= ACTIVITY =
Filter the entries for lines with the word "COALOCHIC".

= Source data =
*****
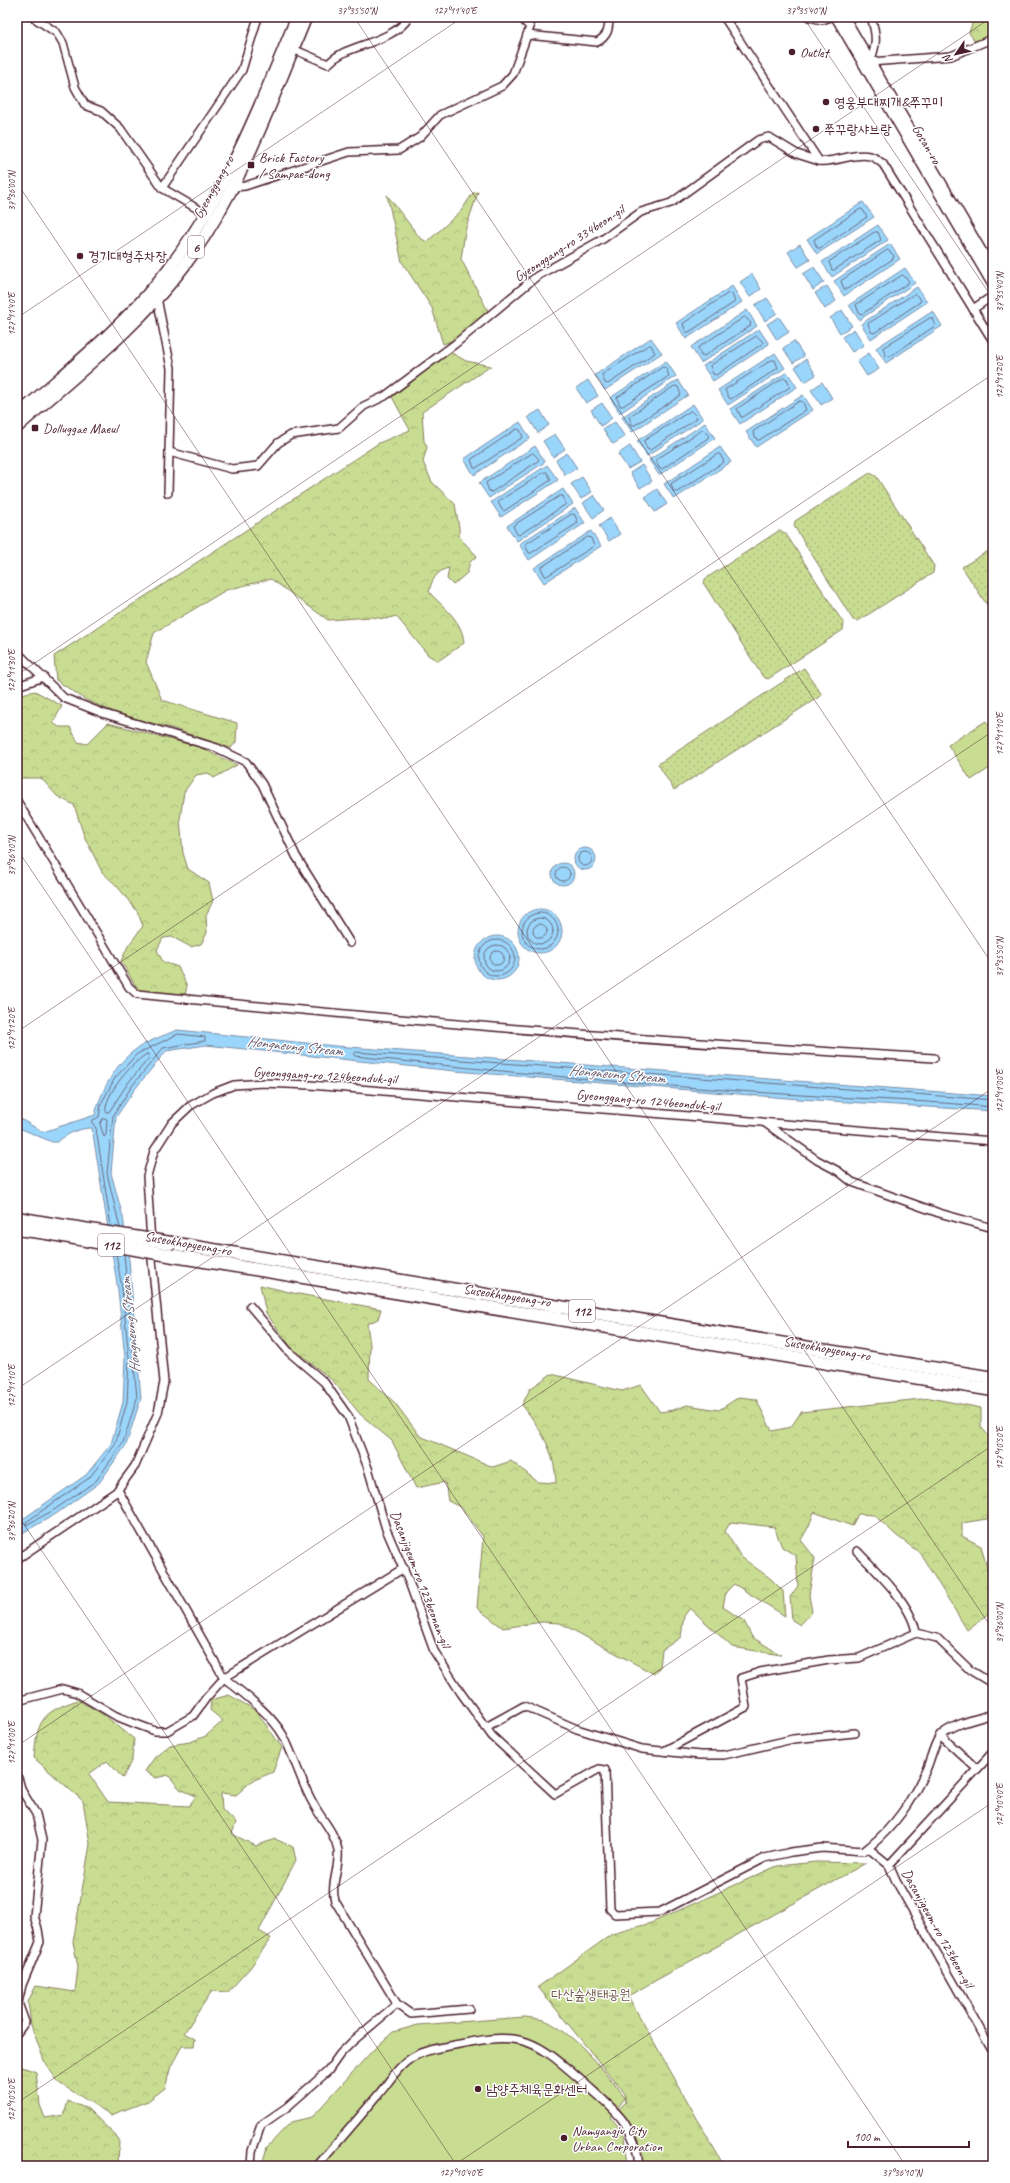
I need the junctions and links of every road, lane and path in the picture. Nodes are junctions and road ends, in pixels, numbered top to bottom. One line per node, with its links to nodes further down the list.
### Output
1 (33, 17): 20 (street)
2 (258, 17): 20 (street)
3 (297, 17): 21 (main road, Gyeonggang-ro / 6)
4 (306, 17): 16 (main road, Gyeonggang-ro / 6)
5 (409, 17): 16 (street)
6 (609, 17): 14 (street)
7 (724, 17): 18 (street)
8 (809, 17): 9 (street)
9 (832, 17)
10 (836, 17): 23 (street, Gosan-ro)
11 (844, 17): 17 (street, Gosan-ro)
12 (871, 17): 17 (street)
13 (522, 18): 14 (street)
14 (527, 35): 19 (street)
15 (993, 41): 17 (street)
16 (293, 49): 19 (main road, Gyeonggang-ro / 6)
17 (870, 62): 22 (street, Gosan-ro)
18 (819, 161): 26 (street); 30 (street, Gyeonggang-ro 334beon-gil)
19 (234, 187): 21 (main road, Gyeonggang-ro / 6)
20 (162, 188): 21 (street)
21 (210, 216): 24 (main road, Gyeonggang-ro / 6); 28 (main road, Gyeonggang-ro / 6)
22 (993, 271)
23 (993, 286)
24 (157, 298): 29 (main road, Gyeonggang-ro / 6); 30 (street)
25 (988, 299): 26 (street)
26 (973, 309): 27 (street)
27 (993, 341)
28 (17, 416)
29 (17, 427)
30 (169, 452): 31 (street)
31 (168, 493)
32 (17, 652): 33 (street)
33 (44, 677): 34 (street); 36 (street)
34 (17, 686)
35 (17, 801): 37 (street)
36 (350, 943)
37 (934, 1058)
38 (764, 1122): 39 (street, Gyeonggang-ro 124beonduk-gil); 42 (street); 47 (street, Gyeonggang-ro 124beonduk-gil)
39 (993, 1141)
40 (17, 1218): 41 (highway, Suseokhopyeong-ro / 112)
41 (47, 1228): 43 (highway, Suseokhopyeong-ro / 112); 45 (highway, Suseokhopyeong-ro / 112, bridge); 46 (highway, Suseokhopyeong-ro / 112, bridge)
42 (993, 1228)
43 (17, 1229)
44 (250, 1306): 50 (street, Dasanjigeum-ro 123beonan-gil)
45 (993, 1378)
46 (993, 1390)
47 (118, 1490): 49 (street, Gyeonggang-ro 124beonduk-gil); 52 (street)
48 (857, 1551): 51 (street)
49 (17, 1559)
50 (404, 1568): 52 (street); 56 (street, Dasanjigeum-ro 123beonan-gil)
51 (916, 1633): 53 (street); 59 (street)
52 (224, 1678): 54 (street); 65 (street)
53 (993, 1684)
54 (17, 1701)
55 (993, 1714): 58 (street)
56 (486, 1727): 59 (street); 63 (street, Dasanjigeum-ro 123beonan-gil)
57 (855, 1733): 59 (street)
58 (940, 1735): 61 (street); 63 (street)
59 (664, 1751)
60 (993, 1752): 61 (street, Dasanjigeum-ro 123beon-gil)
61 (977, 1769): 64 (street, Dasanjigeum-ro 123beon-gil)
62 (17, 1775): 67 (street)
63 (868, 1848): 64 (street)
64 (889, 1865): 68 (street, Dasanjigeum-ro 123beon-gil)
65 (397, 2004): 66 (street); 69 (street)
66 (469, 2009)
67 (17, 2033)
68 (993, 2052)
69 (251, 2166)
70 (317, 2166): 71 (street)
71 (639, 2166)

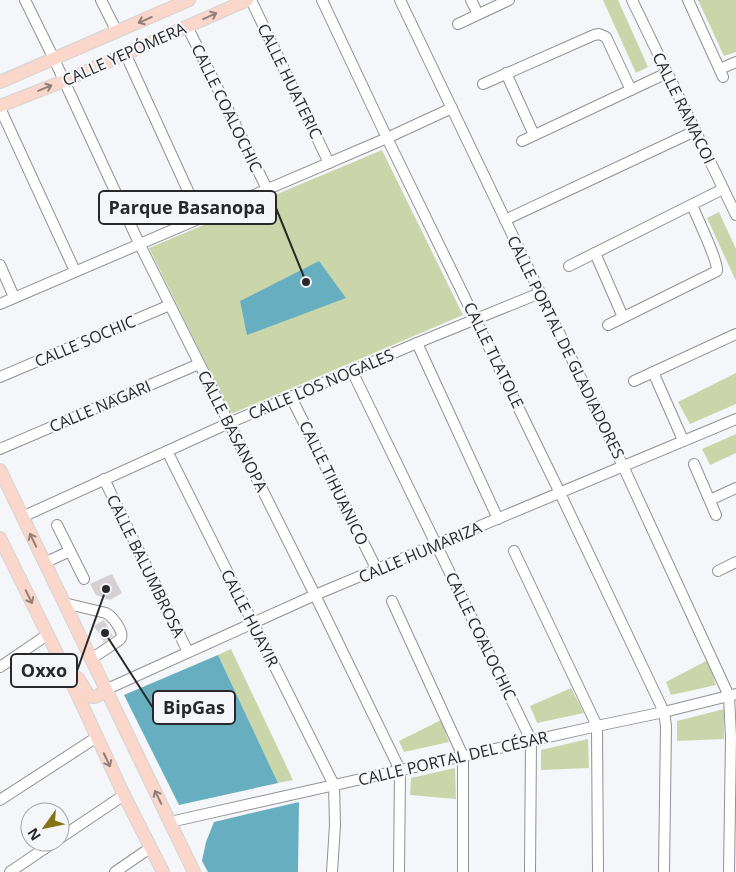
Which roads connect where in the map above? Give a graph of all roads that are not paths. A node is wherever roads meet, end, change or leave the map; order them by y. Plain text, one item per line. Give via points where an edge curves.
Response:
1 (24, 0) edge
2 (101, 0) edge
3 (189, 0) edge
4 (249, 0) edge
5 (322, 0) edge
6 (400, 0) edge
7 (471, 0) edge
8 (509, 0) edge
9 (632, 0) edge
10 (688, 0) edge
11 (175, 3) edge
12 (478, 14) junction
13 (458, 24) dead end
14 (187, 26) junction
15 (116, 32) junction
16 (125, 53) junction
17 (54, 59) junction
18 (736, 62) edge
19 (506, 73) junction
20 (667, 73) junction
21 (64, 81) junction
22 (0, 82) edge
23 (483, 84) dead end
24 (631, 90) junction
25 (0, 107) edge
26 (452, 108) junction
27 (695, 131) junction
28 (534, 136) junction
29 (387, 138) junction
30 (522, 141) dead end
31 (329, 163) junction
32 (267, 189) junction
33 (723, 189) junction
34 (692, 205) junction
35 (736, 215) edge
36 (200, 217) junction
37 (505, 220) junction
38 (140, 243) junction
39 (595, 253) junction
40 (0, 265) edge
41 (569, 266) dead end
42 (76, 271) junction
43 (540, 293) junction
44 (14, 297) junction
45 (0, 304) edge
46 (170, 305) junction
47 (624, 317) junction
48 (476, 319) junction
49 (608, 325) dead end
50 (736, 334) edge
51 (417, 343) junction
52 (199, 364) junction
53 (352, 371) junction
54 (653, 372) junction
55 (0, 377) edge
56 (634, 382) dead end
57 (291, 397) junction
58 (736, 418) edge
59 (229, 423) junction
60 (684, 440) junction
61 (0, 449) edge
62 (167, 451) junction
63 (694, 464) dead end
64 (623, 466) junction
65 (0, 470) edge
66 (104, 479) junction
67 (736, 488) edge
68 (560, 492) junction
69 (710, 500) junction
70 (716, 515) dead end
71 (22, 517) junction
72 (498, 519) junction
73 (57, 525) dead end
74 (0, 538) edge
75 (437, 545) junction
76 (70, 551) junction
77 (514, 551) dead end
78 (736, 562) edge
79 (44, 563) junction
80 (377, 570) junction
81 (718, 571) dead end
82 (84, 578) dead end
83 (315, 595) junction
84 (392, 600) dead end
85 (64, 603) junction
86 (38, 615) junction
87 (252, 624) junction
88 (47, 635) junction
89 (188, 652) junction
90 (91, 659) junction
91 (0, 667) edge
92 (106, 690) junction
93 (732, 695) edge
94 (664, 712) junction
95 (597, 726) junction
96 (97, 737) junction
97 (531, 740) junction
98 (463, 756) junction
99 (400, 770) junction
100 (334, 785) junction
101 (124, 795) junction
102 (0, 800) edge
103 (170, 822) junction
104 (70, 831) edge
105 (150, 848) junction
106 (39, 852) edge
107 (160, 871) edge
108 (10, 872) edge
109 (115, 872) edge
110 (194, 872) edge
111 (332, 872) edge
112 (399, 872) edge
113 (463, 872) edge
114 (530, 872) edge
115 (598, 872) edge
116 (664, 872) edge
117 (729, 872) edge

1 - 17 street, CALLE BASANOPA
2 - 15 street
3 - 11 main road, CALLE YEPÓMERA
14 -> 4 main road, CALLE YEPÓMERA
4 - 31 street, CALLE HUATERIC
5 - 29 street, CALLE TLATOLE
6 - 26 street, CALLE PORTAL DE GLADIADORES
7 - 12 street
8 - 12 street
9 - 20 street, CALLE RAMACOI
10 - 18 street via 721,73
11 -> 15 main road, CALLE YEPÓMERA
12 - 13 street
14 - 16 main road, CALLE YEPÓMERA
14 - 32 street, CALLE COALOCHIC
15 - 17 main road, CALLE YEPÓMERA
16 - 21 main road, CALLE YEPÓMERA
16 - 36 street
17 - 21 street, CALLE BASANOPA
17 - 22 main road, CALLE YEPÓMERA
19 - 23 street
19 - 24 street via 599,34 606,38
19 - 28 street
20 - 24 street
20 - 27 street, CALLE RAMACOI
25 -> 21 main road, CALLE YEPÓMERA
21 - 38 street, CALLE BASANOPA
24 - 28 street
25 - 42 street
26 - 29 street
26 - 37 street, CALLE PORTAL DE GLADIADORES
27 - 33 street, CALLE RAMACOI
27 - 37 street
28 - 30 street
29 - 31 street
29 - 48 street, CALLE TLATOLE
31 - 32 street
32 - 36 street
33 - 34 street
33 - 35 street, CALLE RAMACOI
34 - 39 street
34 - 47 street via 716,271
36 - 38 street
37 - 43 street, CALLE PORTAL DE GLADIADORES
38 - 42 street
38 - 46 street, CALLE BASANOPA
39 - 41 street
39 - 47 street
40 - 44 street
42 - 44 street
43 - 48 street, CALLE LOS NOGALES
43 - 64 street, CALLE PORTAL DE GLADIADORES
44 - 45 street
46 - 52 street, CALLE BASANOPA
46 - 55 street, CALLE SOCHIC
47 - 49 street
48 - 51 street, CALLE LOS NOGALES
48 - 68 street, CALLE TLATOLE
50 - 54 street
51 - 53 street, CALLE LOS NOGALES
51 - 72 street
52 - 59 street, CALLE BASANOPA
52 - 61 street, CALLE NAGARI
53 - 57 street, CALLE LOS NOGALES
53 - 75 street, CALLE COALOCHIC
54 - 56 street
54 - 60 street
57 - 59 street, CALLE LOS NOGALES
57 - 80 street, CALLE TIHUANICO
58 - 60 street, CALLE HUMARIZA
59 - 62 street, CALLE LOS NOGALES
59 - 83 street, CALLE BASANOPA
60 - 64 street, CALLE HUMARIZA
62 - 66 street, CALLE LOS NOGALES
62 - 87 street, CALLE HUAYIR
63 - 69 street
64 - 68 street, CALLE HUMARIZA
64 - 93 street, CALLE PORTAL DE GLADIADORES
65 - 71 main road
66 - 71 street, CALLE LOS NOGALES
66 - 89 street, CALLE BALUMBROSA
67 - 69 street
68 - 72 street, CALLE HUMARIZA
68 - 94 street, CALLE TLATOLE
69 - 70 street
79 -> 71 main road
72 - 75 street, CALLE HUMARIZA
73 - 76 street
74 -> 86 main road
75 - 80 street, CALLE HUMARIZA
75 - 97 street, CALLE COALOCHIC
76 - 79 street
76 - 82 street
77 - 95 street
78 - 81 street
79 - 85 main road
80 - 83 street, CALLE HUMARIZA
83 - 87 street, CALLE HUMARIZA
83 - 99 street, CALLE BASANOPA
84 - 98 street
85 - 90 main road
85 - 90 street via 106,612 115,620 121,638
86 - 88 main road
86 - 92 main road via 47,623 87,694 97,697
87 - 89 street, CALLE HUMARIZA
87 - 100 street, CALLE HUAYIR
88 - 91 street
88 - 96 main road
89 - 92 street, CALLE HUMARIZA
90 - 92 main road
103 -> 92 main road
93 - 94 street, CALLE PORTAL DEL CÉSAR
93 - 117 street
94 - 95 street, CALLE PORTAL DEL CÉSAR
94 - 116 street
95 - 97 street, CALLE PORTAL DEL CÉSAR
95 - 115 street
96 -> 101 main road
96 - 102 street
97 - 98 street, CALLE PORTAL DEL CÉSAR
97 - 114 street
98 - 99 street, CALLE PORTAL DEL CÉSAR
98 - 113 street
99 - 100 street, CALLE PORTAL DEL CÉSAR
99 - 112 street, CALLE BASANOPA
100 - 103 street, CALLE PORTAL DEL CÉSAR
100 - 111 street
101 - 104 street
101 - 105 main road
103 - 110 main road
105 - 107 main road
105 - 109 street
106 - 108 street

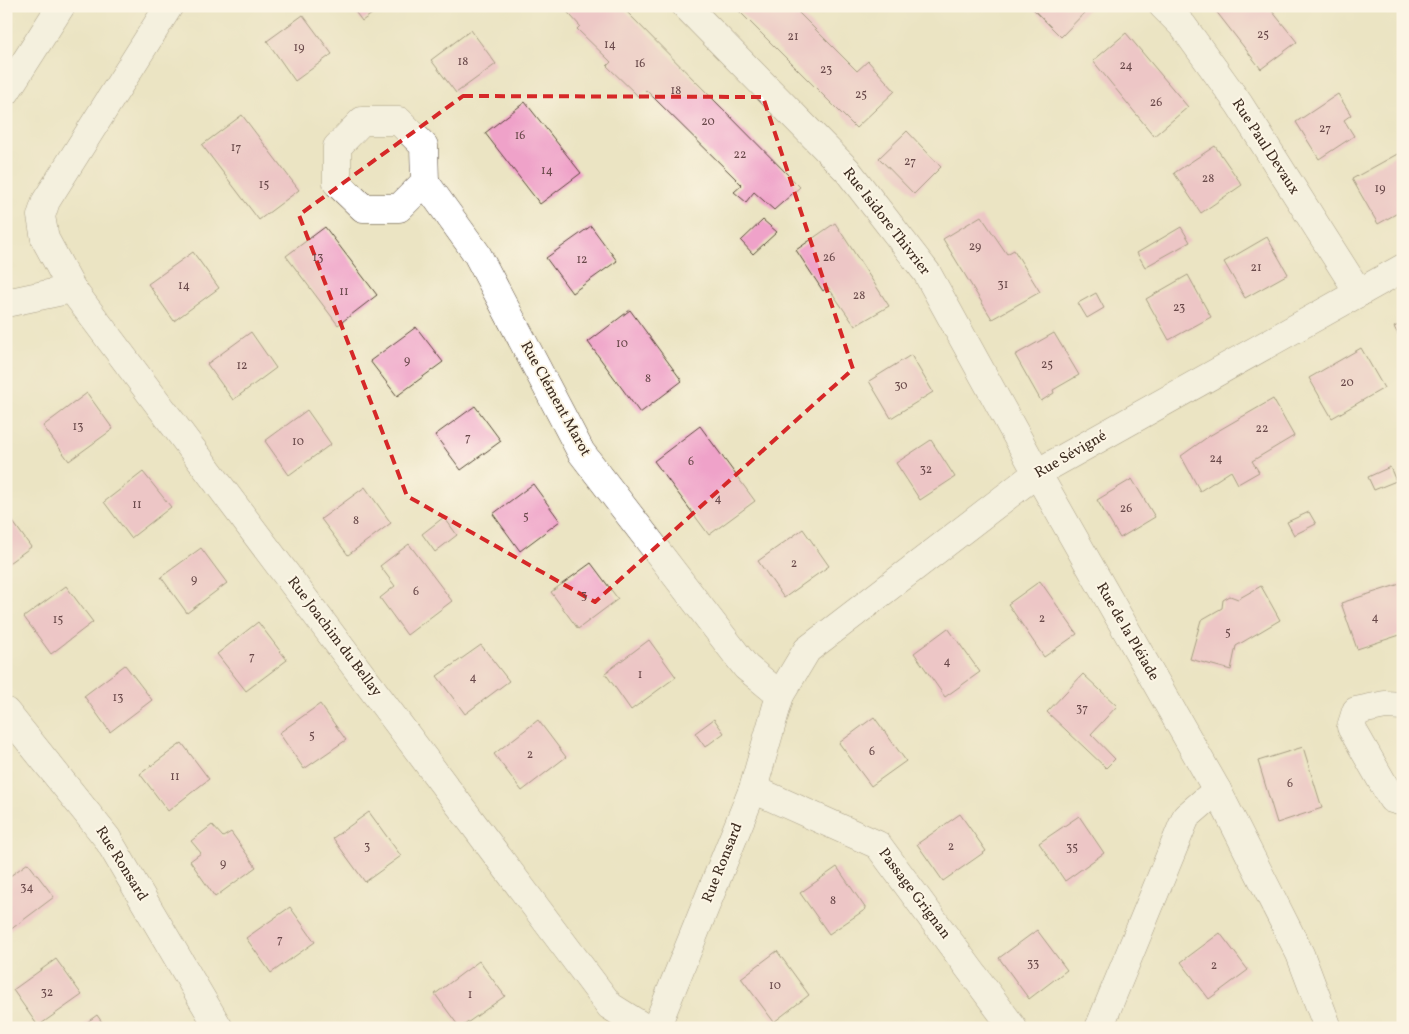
*****
= SOLUTION FOR THIS TASK =
14 - 32 street, CALLE COALOCHIC
53 - 75 street, CALLE COALOCHIC
75 - 97 street, CALLE COALOCHIC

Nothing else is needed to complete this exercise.